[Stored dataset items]
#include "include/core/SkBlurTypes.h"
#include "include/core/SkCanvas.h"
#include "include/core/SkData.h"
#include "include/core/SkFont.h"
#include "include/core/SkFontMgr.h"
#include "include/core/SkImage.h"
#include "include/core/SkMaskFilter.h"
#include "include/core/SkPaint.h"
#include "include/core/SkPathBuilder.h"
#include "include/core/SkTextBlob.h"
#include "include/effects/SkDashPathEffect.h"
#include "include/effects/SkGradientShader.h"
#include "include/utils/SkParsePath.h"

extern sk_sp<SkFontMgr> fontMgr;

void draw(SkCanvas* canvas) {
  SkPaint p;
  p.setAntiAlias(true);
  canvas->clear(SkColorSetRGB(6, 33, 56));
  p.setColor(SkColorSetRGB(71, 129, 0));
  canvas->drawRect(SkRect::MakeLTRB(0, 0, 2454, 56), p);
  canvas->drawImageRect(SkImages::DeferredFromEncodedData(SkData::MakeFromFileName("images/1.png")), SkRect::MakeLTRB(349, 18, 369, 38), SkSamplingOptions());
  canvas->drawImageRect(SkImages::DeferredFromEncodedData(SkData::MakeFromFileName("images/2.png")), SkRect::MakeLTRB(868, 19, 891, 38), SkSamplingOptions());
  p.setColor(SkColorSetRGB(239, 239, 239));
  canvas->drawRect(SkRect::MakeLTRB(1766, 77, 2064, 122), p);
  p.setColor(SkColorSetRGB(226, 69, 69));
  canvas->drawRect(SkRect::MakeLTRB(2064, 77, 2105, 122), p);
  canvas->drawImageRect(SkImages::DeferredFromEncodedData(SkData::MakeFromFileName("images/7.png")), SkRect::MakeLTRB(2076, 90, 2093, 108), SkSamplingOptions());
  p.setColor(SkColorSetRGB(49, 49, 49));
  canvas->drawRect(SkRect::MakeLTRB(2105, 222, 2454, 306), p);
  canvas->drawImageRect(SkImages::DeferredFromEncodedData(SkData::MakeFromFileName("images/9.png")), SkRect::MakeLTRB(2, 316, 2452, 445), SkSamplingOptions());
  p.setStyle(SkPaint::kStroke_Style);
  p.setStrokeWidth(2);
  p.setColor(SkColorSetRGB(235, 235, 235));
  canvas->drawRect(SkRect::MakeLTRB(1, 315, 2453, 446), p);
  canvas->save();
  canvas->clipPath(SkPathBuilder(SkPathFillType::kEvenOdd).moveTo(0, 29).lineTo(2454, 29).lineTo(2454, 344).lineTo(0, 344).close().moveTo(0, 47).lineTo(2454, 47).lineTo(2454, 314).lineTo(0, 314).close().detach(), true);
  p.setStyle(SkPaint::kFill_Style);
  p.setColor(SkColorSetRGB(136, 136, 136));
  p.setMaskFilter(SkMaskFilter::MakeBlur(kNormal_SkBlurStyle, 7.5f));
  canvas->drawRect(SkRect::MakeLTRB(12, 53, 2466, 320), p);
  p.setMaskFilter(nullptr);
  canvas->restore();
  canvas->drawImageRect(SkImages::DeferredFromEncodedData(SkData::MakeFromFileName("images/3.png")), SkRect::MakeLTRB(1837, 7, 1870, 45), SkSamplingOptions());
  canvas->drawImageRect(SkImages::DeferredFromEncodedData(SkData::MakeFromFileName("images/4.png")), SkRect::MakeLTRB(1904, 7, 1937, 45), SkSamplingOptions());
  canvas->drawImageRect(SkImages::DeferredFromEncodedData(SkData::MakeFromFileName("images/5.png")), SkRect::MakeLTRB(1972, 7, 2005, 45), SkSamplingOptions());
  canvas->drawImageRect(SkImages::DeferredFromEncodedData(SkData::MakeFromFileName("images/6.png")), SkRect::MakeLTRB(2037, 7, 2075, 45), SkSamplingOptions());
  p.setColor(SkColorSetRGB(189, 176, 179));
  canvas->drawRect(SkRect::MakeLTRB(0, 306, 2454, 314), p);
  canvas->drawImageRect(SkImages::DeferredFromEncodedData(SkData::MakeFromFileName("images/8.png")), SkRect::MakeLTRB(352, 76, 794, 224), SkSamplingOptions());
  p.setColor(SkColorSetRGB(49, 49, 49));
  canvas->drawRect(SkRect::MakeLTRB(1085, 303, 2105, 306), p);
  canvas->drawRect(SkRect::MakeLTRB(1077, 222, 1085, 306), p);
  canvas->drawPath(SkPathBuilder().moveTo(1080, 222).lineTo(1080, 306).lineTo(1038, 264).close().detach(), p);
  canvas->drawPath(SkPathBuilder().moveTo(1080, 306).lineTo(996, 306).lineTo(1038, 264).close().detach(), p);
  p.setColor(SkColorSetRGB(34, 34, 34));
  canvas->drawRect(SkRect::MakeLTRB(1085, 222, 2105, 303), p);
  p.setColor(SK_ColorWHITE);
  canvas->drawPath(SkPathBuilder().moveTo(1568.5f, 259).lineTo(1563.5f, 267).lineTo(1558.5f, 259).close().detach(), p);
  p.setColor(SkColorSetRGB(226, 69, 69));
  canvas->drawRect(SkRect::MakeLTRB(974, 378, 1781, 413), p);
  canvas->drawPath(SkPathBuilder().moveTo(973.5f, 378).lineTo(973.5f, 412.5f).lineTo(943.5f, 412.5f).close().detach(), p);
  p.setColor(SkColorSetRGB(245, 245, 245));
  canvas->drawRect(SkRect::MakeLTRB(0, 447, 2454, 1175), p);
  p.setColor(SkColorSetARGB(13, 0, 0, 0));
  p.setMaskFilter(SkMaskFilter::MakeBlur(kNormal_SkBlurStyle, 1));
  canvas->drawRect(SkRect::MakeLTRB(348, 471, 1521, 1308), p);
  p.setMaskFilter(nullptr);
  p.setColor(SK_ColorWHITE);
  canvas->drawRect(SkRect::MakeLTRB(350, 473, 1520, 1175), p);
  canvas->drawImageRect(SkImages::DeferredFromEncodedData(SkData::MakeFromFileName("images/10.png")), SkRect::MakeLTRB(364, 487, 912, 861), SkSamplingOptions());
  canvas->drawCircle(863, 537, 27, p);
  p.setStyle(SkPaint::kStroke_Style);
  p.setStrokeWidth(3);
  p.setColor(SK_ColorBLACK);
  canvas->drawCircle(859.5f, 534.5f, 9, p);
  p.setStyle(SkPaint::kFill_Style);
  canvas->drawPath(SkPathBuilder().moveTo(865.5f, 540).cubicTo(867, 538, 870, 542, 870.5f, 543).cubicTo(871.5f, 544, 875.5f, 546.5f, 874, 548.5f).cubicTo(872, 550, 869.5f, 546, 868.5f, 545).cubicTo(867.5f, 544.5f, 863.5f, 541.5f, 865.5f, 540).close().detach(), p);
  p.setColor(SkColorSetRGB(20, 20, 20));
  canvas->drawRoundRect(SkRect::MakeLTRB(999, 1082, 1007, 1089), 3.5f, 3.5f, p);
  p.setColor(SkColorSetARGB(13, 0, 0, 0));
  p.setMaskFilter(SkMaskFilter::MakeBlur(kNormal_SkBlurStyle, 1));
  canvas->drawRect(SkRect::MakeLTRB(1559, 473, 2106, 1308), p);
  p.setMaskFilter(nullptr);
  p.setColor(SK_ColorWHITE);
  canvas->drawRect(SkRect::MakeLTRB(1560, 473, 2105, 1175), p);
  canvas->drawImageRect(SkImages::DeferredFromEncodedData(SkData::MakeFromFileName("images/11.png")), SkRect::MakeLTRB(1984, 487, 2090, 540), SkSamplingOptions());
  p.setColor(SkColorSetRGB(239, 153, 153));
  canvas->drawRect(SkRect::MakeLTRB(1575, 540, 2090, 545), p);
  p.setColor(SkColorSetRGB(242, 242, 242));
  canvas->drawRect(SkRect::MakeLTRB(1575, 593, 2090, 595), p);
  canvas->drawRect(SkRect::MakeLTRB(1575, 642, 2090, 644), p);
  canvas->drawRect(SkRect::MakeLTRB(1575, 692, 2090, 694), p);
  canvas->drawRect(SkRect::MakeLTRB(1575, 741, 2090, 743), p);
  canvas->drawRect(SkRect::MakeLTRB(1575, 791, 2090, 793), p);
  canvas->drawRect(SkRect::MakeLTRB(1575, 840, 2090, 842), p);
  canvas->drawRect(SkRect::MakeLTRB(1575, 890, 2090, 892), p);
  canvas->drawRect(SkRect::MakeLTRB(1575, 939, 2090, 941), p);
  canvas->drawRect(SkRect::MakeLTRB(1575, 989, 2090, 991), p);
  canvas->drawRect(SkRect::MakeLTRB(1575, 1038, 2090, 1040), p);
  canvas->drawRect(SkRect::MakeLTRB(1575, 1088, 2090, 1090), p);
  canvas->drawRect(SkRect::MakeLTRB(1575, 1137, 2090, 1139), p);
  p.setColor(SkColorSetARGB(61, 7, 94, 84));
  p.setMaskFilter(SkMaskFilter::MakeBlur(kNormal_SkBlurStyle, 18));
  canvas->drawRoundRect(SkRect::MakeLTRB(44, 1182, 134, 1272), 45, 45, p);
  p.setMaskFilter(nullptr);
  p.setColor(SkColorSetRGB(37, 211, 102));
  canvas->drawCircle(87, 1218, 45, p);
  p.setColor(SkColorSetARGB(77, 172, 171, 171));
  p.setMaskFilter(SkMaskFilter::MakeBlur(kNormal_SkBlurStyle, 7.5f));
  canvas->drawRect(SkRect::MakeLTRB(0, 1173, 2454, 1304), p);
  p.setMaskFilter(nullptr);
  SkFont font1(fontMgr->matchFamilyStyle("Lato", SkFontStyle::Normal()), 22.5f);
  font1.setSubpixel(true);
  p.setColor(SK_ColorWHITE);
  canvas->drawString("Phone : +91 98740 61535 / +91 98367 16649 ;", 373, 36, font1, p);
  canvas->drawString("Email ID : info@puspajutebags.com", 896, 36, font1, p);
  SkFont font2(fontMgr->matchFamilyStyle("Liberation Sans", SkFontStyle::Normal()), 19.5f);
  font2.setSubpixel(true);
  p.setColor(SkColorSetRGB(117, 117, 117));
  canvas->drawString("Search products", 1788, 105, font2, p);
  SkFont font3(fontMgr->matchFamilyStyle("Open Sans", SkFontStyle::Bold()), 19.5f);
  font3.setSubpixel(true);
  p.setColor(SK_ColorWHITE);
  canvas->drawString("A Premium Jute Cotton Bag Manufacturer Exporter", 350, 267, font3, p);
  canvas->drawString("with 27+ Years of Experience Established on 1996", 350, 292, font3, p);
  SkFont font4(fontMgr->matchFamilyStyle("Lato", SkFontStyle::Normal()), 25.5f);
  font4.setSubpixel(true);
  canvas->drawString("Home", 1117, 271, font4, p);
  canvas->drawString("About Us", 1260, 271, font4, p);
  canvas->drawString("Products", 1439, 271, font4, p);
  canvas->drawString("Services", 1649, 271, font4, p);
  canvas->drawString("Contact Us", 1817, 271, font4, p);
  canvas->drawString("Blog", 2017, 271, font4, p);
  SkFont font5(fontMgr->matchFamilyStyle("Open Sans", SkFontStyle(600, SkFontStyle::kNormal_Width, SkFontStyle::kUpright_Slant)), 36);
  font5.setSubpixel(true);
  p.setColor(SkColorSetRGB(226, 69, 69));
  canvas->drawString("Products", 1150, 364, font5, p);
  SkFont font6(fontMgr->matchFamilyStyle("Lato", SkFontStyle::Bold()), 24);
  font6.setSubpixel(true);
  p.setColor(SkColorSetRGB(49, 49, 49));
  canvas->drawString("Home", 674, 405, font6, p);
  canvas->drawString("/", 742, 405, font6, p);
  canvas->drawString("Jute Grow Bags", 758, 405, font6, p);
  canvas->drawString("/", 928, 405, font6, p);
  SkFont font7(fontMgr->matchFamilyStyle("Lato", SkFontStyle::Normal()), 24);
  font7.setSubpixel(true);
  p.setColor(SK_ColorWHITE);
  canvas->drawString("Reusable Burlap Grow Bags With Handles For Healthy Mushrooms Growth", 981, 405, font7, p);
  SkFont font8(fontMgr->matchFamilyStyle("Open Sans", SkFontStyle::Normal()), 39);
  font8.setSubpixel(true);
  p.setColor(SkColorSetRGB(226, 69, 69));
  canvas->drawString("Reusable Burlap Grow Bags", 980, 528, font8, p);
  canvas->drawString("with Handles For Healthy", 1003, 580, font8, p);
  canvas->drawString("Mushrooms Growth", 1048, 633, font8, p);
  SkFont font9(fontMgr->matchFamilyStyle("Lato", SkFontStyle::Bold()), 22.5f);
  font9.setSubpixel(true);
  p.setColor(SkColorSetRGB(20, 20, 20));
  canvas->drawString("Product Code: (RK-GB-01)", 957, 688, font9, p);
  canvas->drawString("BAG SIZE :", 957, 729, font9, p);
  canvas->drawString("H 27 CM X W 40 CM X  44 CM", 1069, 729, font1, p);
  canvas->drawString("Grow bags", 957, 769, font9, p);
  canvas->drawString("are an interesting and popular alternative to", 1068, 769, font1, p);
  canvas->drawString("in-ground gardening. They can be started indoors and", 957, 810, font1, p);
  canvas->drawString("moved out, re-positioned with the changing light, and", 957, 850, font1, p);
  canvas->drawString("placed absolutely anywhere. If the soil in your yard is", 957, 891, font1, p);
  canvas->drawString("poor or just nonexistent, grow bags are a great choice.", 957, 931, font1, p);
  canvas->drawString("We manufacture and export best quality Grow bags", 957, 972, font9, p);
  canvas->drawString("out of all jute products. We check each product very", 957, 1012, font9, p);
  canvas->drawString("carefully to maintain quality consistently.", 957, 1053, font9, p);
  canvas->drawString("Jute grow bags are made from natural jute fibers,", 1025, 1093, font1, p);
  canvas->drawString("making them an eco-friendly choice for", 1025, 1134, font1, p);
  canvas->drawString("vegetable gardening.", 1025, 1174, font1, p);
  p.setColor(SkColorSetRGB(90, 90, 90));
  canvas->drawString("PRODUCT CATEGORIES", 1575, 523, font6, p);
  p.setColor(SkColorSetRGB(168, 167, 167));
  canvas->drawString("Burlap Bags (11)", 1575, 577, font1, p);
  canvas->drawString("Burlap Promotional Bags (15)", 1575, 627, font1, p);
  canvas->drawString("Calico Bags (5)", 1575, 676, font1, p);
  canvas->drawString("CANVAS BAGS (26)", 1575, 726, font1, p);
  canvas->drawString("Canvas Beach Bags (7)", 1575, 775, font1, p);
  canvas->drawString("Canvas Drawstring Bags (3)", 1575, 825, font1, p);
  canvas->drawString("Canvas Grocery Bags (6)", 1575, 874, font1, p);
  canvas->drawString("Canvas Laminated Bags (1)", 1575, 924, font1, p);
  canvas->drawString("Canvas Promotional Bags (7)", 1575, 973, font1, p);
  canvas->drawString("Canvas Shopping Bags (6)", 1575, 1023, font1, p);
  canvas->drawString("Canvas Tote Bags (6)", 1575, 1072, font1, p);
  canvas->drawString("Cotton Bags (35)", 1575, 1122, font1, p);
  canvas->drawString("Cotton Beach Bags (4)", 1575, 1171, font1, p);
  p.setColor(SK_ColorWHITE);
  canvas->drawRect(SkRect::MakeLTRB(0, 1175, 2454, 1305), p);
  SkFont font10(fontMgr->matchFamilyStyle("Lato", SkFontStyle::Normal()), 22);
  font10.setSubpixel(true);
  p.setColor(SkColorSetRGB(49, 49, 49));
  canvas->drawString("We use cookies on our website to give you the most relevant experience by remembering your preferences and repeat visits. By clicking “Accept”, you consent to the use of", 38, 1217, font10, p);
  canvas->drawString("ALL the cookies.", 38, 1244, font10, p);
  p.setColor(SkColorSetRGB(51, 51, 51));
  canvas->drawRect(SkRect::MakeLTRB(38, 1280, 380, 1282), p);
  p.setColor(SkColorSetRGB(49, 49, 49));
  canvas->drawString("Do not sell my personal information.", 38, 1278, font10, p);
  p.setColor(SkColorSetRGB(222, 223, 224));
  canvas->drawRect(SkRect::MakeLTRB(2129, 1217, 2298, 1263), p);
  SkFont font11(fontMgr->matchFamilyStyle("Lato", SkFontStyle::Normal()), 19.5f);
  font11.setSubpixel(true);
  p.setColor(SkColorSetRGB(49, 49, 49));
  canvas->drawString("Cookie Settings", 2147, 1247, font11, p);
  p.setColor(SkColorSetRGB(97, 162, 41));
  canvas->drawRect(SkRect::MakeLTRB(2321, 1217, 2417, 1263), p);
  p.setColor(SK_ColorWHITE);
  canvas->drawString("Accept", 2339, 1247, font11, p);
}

## [PROBLEM]
Starting at the line that has "825, font1, p);" and ending at the line that has "p.setColor(SkColorSetRGB(222, 223, 224));", please write out the lines above exactly, leaving out all others.

## [ANSWER TO THIS PROBLEM]
  canvas->drawString("Canvas Drawstring Bags (3)", 1575, 825, font1, p);
  canvas->drawString("Canvas Grocery Bags (6)", 1575, 874, font1, p);
  canvas->drawString("Canvas Laminated Bags (1)", 1575, 924, font1, p);
  canvas->drawString("Canvas Promotional Bags (7)", 1575, 973, font1, p);
  canvas->drawString("Canvas Shopping Bags (6)", 1575, 1023, font1, p);
  canvas->drawString("Canvas Tote Bags (6)", 1575, 1072, font1, p);
  canvas->drawString("Cotton Bags (35)", 1575, 1122, font1, p);
  canvas->drawString("Cotton Beach Bags (4)", 1575, 1171, font1, p);
  p.setColor(SK_ColorWHITE);
  canvas->drawRect(SkRect::MakeLTRB(0, 1175, 2454, 1305), p);
  SkFont font10(fontMgr->matchFamilyStyle("Lato", SkFontStyle::Normal()), 22);
  font10.setSubpixel(true);
  p.setColor(SkColorSetRGB(49, 49, 49));
  canvas->drawString("We use cookies on our website to give you the most relevant experience by remembering your preferences and repeat visits. By clicking “Accept”, you consent to the use of", 38, 1217, font10, p);
  canvas->drawString("ALL the cookies.", 38, 1244, font10, p);
  p.setColor(SkColorSetRGB(51, 51, 51));
  canvas->drawRect(SkRect::MakeLTRB(38, 1280, 380, 1282), p);
  p.setColor(SkColorSetRGB(49, 49, 49));
  canvas->drawString("Do not sell my personal information.", 38, 1278, font10, p);
  p.setColor(SkColorSetRGB(222, 223, 224));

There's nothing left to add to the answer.